LARGE DECORATIVE WORKS AND WALL-PAINTINGS.

The practice of decorating both the exterior and the interior of houses with large wall-paintings, so universal throughout Italy in the sixteenth century, was by no means uncommon north of the Alps; but in Germany this class of work was badly paid, and the painter employed made use of much mechanical assistance, and did not lavish too much personal care upon it. No other Northern artist carried out work of this nature with such brilliancy and such success as Holbein. It is probable that the subjects of his wall-paintings were chosen for him by his patrons to suit their own tastes; but his fertility of imagination was so great that his renderings of the selected themes were stamped with his original genius. The designs were not carried out by him in a slipshod manner, without understanding, but were masterpieces of dramatic power and composition, and, no doubt, equally artistic in their colour schemes.

In his decorations for the house of Jacob von Hertenstein, in Lucerne, many of the subjects were taken from ancient times. The façade was covered with scenes from secular history, pageants, and combats of children, in a setting of florid Renaissance architecture, an important feature being a great triumphal procession of Cæsar, in its main lines copied from Mantegna. In the interior the walls of the chapel were covered with religious paintings, and the largest chamber was given up to hunting scenes with landscape backgrounds and a representation of The Fountain of Youth, with many humorous details.

There is no doubt that he decorated a number of houses in Basle in a similar manner, though we have records of only one of them; but drawings of several elaborately ornamented façades are preserved in various collections, which show that he was often occupied with this kind of work in his younger days. The most famous of these decorated buildings was, as already stated, known as The House of the Dance, from a broad frieze running across the second story, which represented a number of peasants boisterously dancing to the music of the bagpipes. The whole front was embellished with painted Renaissance architecture. The great variety of subjects he included, and the elaborate details, may be studied in a sketch preserved in the Basle Museum.

The subjects chosen for the interior decoration of the Basle Town Hall were also from classical antiquity. Richly ornamented columns divided the walls into a number of spaces, which were filled with paintings representing the vital importance to a community of impartial justice. Holbein’s subjects were Charondas, the Lawgiver, plunging the Sword into his own Heart; Zaleucus ordering his own Right Eye to be torn out instead of his Son’s; Curius Dentatus sending back the Ambassadors of the Samnites; and Sapor, King of Persia, using the Body of the captured Emperor Valerian as a step from which to mount his Horse. The smaller panels were single figures, such as Christ, David, Justice, Wisdom, and Moderation. The remaining wall in the Hall, painted in 1530, was covered with two large Biblical subjects—Rehoboam dismissing the Messengers of the Israelites with fierce threats, and The meeting of Samuel and Saul, when the Prophet angrily reproves the King for having disobeyed the command of God in sparing the Amalekites. The original sketches for both these compositions still exist, and are sufficient to prove how fine the completed pictures must have been. The vehement gesture of Rehoboam is well conceived, and the composition of the Samuel and Saul is masterly.
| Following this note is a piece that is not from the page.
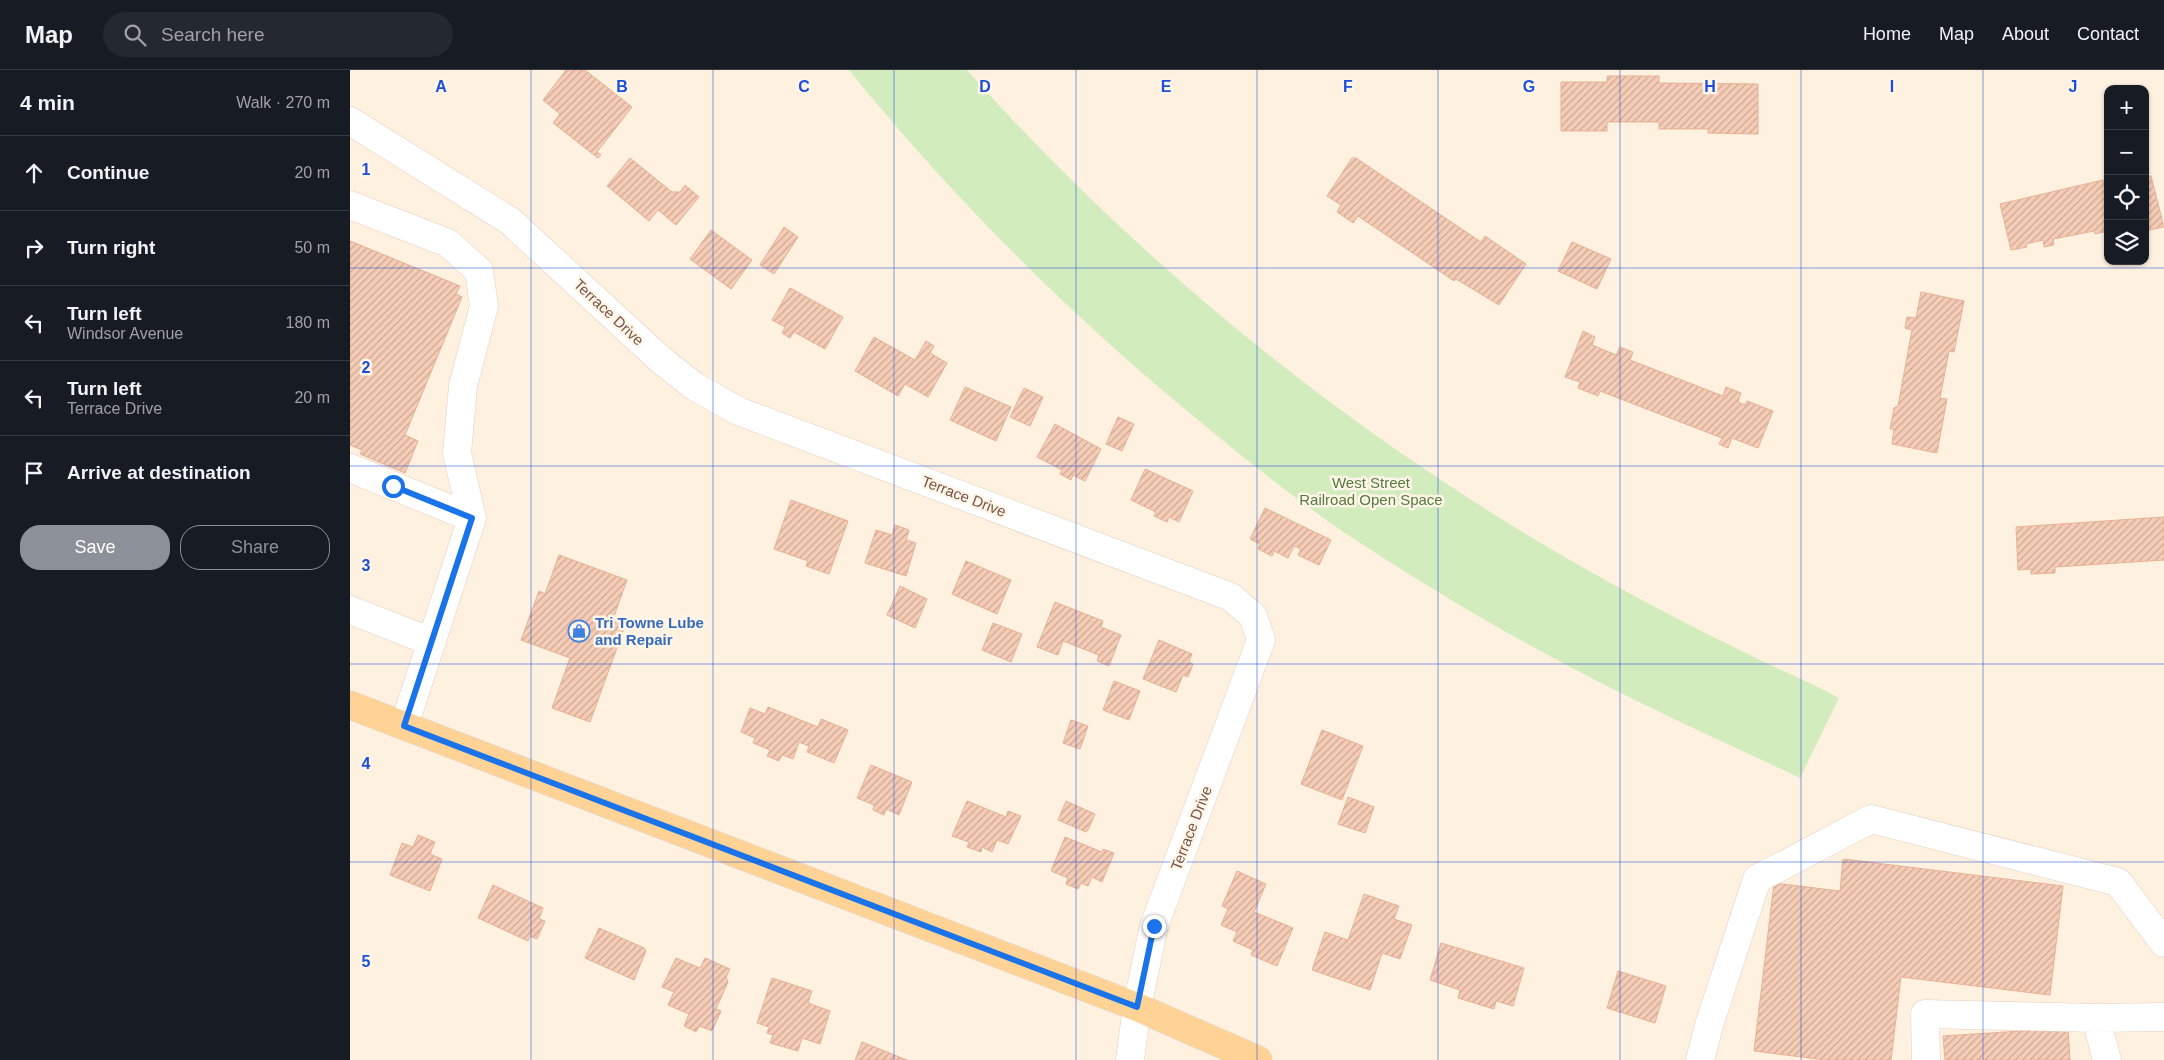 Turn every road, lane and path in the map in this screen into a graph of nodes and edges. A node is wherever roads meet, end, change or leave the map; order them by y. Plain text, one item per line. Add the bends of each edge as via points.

The two large allegorical friezes for the banquet-room of the Steelyard merchants in London must have been equally fine. The original sketch for The Triumph of Riches (Louvre) shows how easily the genius of the artist adapted itself to this kind of work. The figures in these two compositions, which were done in tempera on canvas, were life-size. They soon became famous, and in 1574 were copied by Zucchero, who, according to Carl van Mander, declared they were as fine as anything accomplished by Raphael. Such triumphal processions as these were, of course, a favourite method of decoration in his day, of which Mantegna’s Triumph of Cæsar was the most famous. In The Triumph of Riches he depicted Plutus, God of Wealth, seated in a car drawn by four horses, with Fortune in front, her veil flying behind her, scattering gold among the accompanying crowd, which is made up of many men of antiquity famous for their wealth, luxury, or avarice. In The Triumph of Poverty Poverty herself, an ancient and miserable hag, and her comrade, Misfortune, are drawn in a poor barrow by two asses, Stupidity and Inactivity, and two oxen, Negligence and Sloth. The vehicle is driven by Hope, who is accompanied by Industry, Memory, and Experience, who distribute axe or hammer, spade or flail, symbols of work, among the poverty-stricken people who crowd round.

In all these large decorative works Holbein displayed the greatest fertility of invention, and a power of composition of a very high order. The sense of life and movement in all the figures, and the appropriateness of the gestures, are alike admirable. In some of his wall-paintings he showed a keen sense of humour; and that joy of life, as felt by the Teuton of his day in his moments of relaxation and merriment, is admirably expressed. There is, too, an exuberance of invention in the architectural and ornamental details which is one of the most striking features of this side of his art, showing how quickly and completely he had made the new ideas of the Renaissance his own.